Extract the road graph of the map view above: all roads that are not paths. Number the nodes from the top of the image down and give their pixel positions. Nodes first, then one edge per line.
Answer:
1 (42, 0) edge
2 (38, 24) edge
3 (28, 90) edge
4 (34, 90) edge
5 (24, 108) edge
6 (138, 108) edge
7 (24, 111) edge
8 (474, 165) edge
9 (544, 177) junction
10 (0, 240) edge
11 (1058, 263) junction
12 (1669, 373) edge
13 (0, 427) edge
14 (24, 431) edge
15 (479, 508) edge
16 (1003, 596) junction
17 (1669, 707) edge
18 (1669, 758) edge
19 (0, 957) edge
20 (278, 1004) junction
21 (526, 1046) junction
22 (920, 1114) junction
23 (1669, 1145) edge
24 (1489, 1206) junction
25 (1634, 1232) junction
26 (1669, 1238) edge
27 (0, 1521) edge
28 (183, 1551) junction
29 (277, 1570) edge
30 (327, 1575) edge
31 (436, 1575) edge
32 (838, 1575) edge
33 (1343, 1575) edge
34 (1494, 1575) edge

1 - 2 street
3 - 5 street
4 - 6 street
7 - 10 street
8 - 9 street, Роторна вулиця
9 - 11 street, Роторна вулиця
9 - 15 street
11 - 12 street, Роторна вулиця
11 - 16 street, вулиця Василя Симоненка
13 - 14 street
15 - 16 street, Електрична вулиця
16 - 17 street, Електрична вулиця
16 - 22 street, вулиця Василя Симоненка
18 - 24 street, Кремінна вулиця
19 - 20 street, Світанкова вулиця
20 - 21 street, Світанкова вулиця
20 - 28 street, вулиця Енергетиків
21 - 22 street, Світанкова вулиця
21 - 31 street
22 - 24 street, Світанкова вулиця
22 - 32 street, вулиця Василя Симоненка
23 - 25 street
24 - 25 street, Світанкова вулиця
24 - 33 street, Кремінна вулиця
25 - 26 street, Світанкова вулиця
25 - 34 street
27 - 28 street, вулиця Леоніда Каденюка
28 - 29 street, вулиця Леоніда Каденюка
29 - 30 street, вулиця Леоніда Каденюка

Work instructions: The data above must be reproduced in full, exactly as given.

Task response:
Extract the road graph of the map view above: all roads that are not paths. Number the nodes from the top of the image down and give their pixel positions. Nodes first, then one edge per line.
Answer:
1 (42, 0) edge
2 (38, 24) edge
3 (28, 90) edge
4 (34, 90) edge
5 (24, 108) edge
6 (138, 108) edge
7 (24, 111) edge
8 (474, 165) edge
9 (544, 177) junction
10 (0, 240) edge
11 (1058, 263) junction
12 (1669, 373) edge
13 (0, 427) edge
14 (24, 431) edge
15 (479, 508) edge
16 (1003, 596) junction
17 (1669, 707) edge
18 (1669, 758) edge
19 (0, 957) edge
20 (278, 1004) junction
21 (526, 1046) junction
22 (920, 1114) junction
23 (1669, 1145) edge
24 (1489, 1206) junction
25 (1634, 1232) junction
26 (1669, 1238) edge
27 (0, 1521) edge
28 (183, 1551) junction
29 (277, 1570) edge
30 (327, 1575) edge
31 (436, 1575) edge
32 (838, 1575) edge
33 (1343, 1575) edge
34 (1494, 1575) edge

1 - 2 street
3 - 5 street
4 - 6 street
7 - 10 street
8 - 9 street, Роторна вулиця
9 - 11 street, Роторна вулиця
9 - 15 street
11 - 12 street, Роторна вулиця
11 - 16 street, вулиця Василя Симоненка
13 - 14 street
15 - 16 street, Електрична вулиця
16 - 17 street, Електрична вулиця
16 - 22 street, вулиця Василя Симоненка
18 - 24 street, Кремінна вулиця
19 - 20 street, Світанкова вулиця
20 - 21 street, Світанкова вулиця
20 - 28 street, вулиця Енергетиків
21 - 22 street, Світанкова вулиця
21 - 31 street
22 - 24 street, Світанкова вулиця
22 - 32 street, вулиця Василя Симоненка
23 - 25 street
24 - 25 street, Світанкова вулиця
24 - 33 street, Кремінна вулиця
25 - 26 street, Світанкова вулиця
25 - 34 street
27 - 28 street, вулиця Леоніда Каденюка
28 - 29 street, вулиця Леоніда Каденюка
29 - 30 street, вулиця Леоніда Каденюка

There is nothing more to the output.